“Was not their mistake once more bred of the life of slavery that they had been living?—a life which was always looking upon everything, except mankind, animate and inanimate—‘nature,’ as people used to call it—as one thing, and mankind as another, it was natural to people thinking in this way, that they should try to make ‘nature’ their slave, since they thought ‘nature’ was something outside them” — William Morris


Friday, April 8, 2011

New School Symposium Liveblog 5

(Daemian cont.)

Colin Ward: a mutualist. Spent 40 years trying to be a counter to Foucault. He would have agreed with Foucault about discipline but wanted to write counter histories of fraternal and autonomous institutions from below. The social history of squatting. Self-built housing. Cultural history of pre commercial holiday camp.

No refined continental philosophy background. Stumbles into really interesting set of ethnographies of everyday life.
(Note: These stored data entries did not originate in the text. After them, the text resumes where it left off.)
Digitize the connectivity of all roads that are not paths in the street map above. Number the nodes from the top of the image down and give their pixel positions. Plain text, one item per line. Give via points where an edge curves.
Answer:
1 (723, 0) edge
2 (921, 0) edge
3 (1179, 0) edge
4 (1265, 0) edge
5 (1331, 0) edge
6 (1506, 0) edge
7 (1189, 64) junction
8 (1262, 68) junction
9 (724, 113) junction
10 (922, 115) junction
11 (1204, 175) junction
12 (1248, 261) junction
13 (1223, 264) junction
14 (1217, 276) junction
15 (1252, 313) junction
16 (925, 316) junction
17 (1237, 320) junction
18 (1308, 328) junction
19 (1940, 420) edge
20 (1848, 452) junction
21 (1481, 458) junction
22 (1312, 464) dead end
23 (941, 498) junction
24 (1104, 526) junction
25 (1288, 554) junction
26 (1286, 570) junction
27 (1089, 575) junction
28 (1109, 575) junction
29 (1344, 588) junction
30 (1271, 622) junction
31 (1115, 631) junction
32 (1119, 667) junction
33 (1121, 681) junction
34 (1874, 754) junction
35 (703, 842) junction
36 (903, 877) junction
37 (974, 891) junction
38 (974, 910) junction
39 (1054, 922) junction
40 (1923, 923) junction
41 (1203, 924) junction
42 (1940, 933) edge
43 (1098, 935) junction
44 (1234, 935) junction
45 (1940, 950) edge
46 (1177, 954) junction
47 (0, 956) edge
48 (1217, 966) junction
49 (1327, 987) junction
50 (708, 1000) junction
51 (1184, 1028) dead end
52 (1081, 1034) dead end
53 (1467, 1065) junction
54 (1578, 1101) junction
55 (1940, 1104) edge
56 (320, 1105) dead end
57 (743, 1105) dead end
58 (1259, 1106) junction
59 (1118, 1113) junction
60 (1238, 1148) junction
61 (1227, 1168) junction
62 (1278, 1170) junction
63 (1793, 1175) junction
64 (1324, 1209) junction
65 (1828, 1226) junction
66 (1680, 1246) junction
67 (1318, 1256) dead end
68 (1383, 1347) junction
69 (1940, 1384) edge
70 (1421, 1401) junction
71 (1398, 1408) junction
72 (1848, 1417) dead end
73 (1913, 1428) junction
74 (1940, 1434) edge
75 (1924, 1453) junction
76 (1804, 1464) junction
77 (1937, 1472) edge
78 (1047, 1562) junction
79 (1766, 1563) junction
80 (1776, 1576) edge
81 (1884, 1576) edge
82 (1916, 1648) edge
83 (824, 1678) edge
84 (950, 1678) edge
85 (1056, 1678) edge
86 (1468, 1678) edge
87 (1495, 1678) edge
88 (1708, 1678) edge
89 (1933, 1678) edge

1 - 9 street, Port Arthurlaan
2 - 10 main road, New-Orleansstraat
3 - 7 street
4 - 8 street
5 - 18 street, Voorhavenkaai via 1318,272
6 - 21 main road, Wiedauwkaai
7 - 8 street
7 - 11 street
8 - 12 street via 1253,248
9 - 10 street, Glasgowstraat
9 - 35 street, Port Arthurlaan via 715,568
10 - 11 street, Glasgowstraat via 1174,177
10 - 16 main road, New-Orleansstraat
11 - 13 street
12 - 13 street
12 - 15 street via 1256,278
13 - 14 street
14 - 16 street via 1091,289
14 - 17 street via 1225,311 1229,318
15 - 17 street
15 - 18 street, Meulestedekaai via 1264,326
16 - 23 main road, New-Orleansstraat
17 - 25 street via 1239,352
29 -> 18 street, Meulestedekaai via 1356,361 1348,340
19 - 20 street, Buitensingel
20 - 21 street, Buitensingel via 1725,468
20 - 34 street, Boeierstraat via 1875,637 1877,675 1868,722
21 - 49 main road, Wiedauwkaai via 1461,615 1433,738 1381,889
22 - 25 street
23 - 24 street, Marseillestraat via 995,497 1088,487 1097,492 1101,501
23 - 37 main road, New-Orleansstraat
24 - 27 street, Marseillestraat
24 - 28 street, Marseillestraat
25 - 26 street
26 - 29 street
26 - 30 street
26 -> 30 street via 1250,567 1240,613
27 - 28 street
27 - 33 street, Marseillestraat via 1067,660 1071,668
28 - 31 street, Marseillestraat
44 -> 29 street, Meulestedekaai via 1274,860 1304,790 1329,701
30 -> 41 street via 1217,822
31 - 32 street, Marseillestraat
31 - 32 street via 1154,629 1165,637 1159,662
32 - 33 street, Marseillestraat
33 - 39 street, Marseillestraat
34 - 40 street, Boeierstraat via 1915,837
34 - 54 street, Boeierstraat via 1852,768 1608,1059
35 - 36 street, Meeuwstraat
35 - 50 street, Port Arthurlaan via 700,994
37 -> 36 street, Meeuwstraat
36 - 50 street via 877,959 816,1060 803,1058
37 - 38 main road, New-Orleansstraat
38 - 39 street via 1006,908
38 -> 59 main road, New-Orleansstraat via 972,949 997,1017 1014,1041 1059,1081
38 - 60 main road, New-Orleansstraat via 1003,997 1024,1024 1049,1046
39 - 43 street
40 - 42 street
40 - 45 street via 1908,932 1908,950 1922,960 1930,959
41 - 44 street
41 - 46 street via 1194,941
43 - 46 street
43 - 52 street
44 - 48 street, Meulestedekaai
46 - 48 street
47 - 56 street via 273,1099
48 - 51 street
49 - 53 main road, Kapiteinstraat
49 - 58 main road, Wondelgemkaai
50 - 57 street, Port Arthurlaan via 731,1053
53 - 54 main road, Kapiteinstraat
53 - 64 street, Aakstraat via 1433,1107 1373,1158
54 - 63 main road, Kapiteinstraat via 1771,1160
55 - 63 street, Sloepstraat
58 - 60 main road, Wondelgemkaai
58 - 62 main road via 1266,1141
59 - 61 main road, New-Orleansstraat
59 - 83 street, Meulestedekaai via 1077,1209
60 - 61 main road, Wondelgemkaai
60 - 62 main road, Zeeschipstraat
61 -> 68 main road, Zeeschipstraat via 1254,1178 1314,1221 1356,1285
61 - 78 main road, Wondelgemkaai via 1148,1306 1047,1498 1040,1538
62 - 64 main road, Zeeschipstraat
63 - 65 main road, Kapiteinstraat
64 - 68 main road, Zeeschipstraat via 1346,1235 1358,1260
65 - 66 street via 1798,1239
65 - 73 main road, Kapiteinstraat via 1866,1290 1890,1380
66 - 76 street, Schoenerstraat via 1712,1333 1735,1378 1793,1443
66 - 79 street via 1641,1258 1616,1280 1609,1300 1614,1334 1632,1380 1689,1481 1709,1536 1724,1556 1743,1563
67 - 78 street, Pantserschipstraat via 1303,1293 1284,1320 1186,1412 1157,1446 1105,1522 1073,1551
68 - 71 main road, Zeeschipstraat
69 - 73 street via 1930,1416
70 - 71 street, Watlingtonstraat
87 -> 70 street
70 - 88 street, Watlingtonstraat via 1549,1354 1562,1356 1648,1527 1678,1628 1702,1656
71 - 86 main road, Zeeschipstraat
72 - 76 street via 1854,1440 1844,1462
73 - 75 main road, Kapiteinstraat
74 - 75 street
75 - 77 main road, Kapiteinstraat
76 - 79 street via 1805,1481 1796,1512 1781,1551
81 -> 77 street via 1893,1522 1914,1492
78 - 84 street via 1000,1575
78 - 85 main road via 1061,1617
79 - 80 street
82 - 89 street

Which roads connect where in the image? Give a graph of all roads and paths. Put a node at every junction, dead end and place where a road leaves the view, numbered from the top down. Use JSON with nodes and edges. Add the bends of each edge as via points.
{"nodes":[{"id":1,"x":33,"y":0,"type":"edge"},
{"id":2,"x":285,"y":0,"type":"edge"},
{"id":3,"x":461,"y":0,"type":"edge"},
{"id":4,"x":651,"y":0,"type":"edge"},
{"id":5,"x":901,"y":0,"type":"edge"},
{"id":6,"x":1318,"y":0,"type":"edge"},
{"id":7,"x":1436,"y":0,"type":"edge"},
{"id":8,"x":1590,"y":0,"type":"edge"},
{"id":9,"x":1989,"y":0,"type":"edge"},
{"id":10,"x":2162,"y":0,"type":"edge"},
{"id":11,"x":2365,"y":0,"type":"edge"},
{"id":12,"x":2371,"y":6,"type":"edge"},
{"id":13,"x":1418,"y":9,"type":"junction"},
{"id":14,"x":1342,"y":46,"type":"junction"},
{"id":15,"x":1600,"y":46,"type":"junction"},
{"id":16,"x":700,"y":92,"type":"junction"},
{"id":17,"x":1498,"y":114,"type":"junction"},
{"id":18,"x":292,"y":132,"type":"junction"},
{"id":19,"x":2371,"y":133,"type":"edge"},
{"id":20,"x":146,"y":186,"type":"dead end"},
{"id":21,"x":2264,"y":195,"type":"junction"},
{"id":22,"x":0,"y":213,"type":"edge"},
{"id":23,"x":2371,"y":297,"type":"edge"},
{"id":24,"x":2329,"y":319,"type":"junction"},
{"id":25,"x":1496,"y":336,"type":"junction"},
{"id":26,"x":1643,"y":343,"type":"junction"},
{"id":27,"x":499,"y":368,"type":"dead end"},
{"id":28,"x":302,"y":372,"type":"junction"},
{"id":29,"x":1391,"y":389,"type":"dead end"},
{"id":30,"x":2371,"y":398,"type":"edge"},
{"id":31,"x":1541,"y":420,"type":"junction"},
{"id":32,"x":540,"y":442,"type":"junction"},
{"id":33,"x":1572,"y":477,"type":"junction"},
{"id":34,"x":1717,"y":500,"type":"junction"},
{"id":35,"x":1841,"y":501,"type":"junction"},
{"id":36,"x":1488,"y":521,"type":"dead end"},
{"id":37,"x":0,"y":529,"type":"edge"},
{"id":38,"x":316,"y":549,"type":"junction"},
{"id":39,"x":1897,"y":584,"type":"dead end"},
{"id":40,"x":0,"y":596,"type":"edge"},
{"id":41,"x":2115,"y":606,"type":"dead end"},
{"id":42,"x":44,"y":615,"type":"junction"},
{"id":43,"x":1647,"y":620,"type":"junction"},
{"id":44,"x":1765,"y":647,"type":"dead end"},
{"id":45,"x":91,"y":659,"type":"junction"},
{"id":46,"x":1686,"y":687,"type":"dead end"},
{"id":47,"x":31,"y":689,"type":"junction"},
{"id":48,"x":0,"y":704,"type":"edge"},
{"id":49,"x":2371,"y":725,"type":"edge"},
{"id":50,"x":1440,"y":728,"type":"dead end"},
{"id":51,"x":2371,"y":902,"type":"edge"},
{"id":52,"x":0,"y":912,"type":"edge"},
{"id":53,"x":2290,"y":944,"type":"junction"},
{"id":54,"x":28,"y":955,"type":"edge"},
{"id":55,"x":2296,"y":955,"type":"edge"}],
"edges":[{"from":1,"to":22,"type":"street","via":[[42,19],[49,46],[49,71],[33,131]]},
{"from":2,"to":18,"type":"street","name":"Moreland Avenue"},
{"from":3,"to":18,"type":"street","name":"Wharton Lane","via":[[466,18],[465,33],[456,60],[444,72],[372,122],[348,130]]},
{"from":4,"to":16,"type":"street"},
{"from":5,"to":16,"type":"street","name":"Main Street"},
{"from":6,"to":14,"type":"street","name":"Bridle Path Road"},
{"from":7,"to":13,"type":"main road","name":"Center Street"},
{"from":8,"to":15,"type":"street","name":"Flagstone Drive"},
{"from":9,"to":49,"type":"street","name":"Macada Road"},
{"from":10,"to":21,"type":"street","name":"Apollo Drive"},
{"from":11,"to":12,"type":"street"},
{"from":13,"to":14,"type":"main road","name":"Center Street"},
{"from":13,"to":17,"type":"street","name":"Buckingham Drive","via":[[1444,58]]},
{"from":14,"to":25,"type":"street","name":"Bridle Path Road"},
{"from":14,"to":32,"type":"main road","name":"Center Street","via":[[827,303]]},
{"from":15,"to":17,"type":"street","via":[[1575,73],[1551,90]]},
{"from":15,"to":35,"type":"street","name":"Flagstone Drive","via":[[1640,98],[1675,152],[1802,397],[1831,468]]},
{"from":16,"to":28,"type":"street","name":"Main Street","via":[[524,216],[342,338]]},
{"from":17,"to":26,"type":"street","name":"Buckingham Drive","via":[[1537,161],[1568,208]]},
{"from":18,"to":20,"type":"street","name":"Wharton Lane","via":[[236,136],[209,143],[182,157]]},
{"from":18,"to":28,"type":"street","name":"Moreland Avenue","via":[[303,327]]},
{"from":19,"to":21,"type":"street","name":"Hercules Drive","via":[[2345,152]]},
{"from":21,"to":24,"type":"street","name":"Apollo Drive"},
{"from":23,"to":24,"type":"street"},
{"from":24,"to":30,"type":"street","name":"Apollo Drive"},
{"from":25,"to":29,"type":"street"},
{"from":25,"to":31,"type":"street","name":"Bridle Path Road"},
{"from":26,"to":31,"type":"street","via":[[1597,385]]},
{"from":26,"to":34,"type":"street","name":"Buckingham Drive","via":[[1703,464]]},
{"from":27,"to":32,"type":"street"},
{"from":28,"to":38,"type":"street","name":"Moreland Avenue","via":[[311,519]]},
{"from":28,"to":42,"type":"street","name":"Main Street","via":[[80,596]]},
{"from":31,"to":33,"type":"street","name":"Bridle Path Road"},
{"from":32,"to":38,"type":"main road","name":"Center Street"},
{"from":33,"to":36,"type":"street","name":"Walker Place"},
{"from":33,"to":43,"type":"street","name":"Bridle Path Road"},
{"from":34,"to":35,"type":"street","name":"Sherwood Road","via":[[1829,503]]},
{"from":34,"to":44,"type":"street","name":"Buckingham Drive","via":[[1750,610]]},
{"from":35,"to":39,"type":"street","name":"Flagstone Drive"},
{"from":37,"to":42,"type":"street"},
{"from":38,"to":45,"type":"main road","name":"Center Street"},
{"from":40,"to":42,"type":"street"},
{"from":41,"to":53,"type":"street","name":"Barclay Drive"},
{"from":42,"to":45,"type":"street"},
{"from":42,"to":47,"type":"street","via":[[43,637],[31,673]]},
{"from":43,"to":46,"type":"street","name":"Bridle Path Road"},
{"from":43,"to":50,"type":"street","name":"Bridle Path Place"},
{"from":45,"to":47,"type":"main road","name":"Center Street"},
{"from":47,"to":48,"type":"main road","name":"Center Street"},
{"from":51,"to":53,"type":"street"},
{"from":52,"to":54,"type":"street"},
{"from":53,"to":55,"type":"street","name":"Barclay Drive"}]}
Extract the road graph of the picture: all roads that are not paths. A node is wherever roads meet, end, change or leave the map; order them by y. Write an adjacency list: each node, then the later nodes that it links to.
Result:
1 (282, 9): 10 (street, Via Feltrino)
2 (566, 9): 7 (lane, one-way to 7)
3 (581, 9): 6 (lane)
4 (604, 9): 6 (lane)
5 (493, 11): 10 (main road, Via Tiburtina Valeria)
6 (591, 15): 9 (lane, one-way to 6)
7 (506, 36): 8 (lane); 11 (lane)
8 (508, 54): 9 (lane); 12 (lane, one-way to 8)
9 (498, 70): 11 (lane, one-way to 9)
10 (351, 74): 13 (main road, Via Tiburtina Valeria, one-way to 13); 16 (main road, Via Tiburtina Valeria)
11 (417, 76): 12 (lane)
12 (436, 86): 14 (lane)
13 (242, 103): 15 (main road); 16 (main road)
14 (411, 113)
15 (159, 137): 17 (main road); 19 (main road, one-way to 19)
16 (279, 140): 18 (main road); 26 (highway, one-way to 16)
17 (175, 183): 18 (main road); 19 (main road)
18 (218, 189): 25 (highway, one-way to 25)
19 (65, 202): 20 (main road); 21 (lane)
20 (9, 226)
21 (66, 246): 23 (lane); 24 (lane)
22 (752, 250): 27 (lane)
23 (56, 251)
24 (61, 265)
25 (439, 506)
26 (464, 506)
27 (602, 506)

Most people working with “nature” unpack nature but leave capital in a very un-unpacked way. What Ward does is when he talks about capitalism he says all societies have hybrid elements in them. They are coordinated in contradictory ways. A society can't be run by a single logic. Pockets of capitalism and socialism within their opposites.

While everyone is refining Althusser Ward is arguing that there are many hybrid spaces.

Political ecology has trouble scaling up and locating places for alternative design endeavors.

Ward in the 70s and 80s tries to defend idea that design is occurring all the time and is done by lay people. An aesthetics in which a self organized made nature is optimal.

Working people trying to occupy rural space. England 5% of population owns 65% of land space.

Drunkenness of eco design on apocalypse or one true ontology (really? that's kind of a scary term still). Avoiding the terrain of politics. Hegemonic struggle that designers have to be engaged with.

Kate Soper on alternative pleasure and hedonism.

Rather than get stuck in technological fixes vs. rebound effect. No cultural politics in there.

Suggestion that if we're interested in agencies we might have to recognize that human agencies need to theorized even more.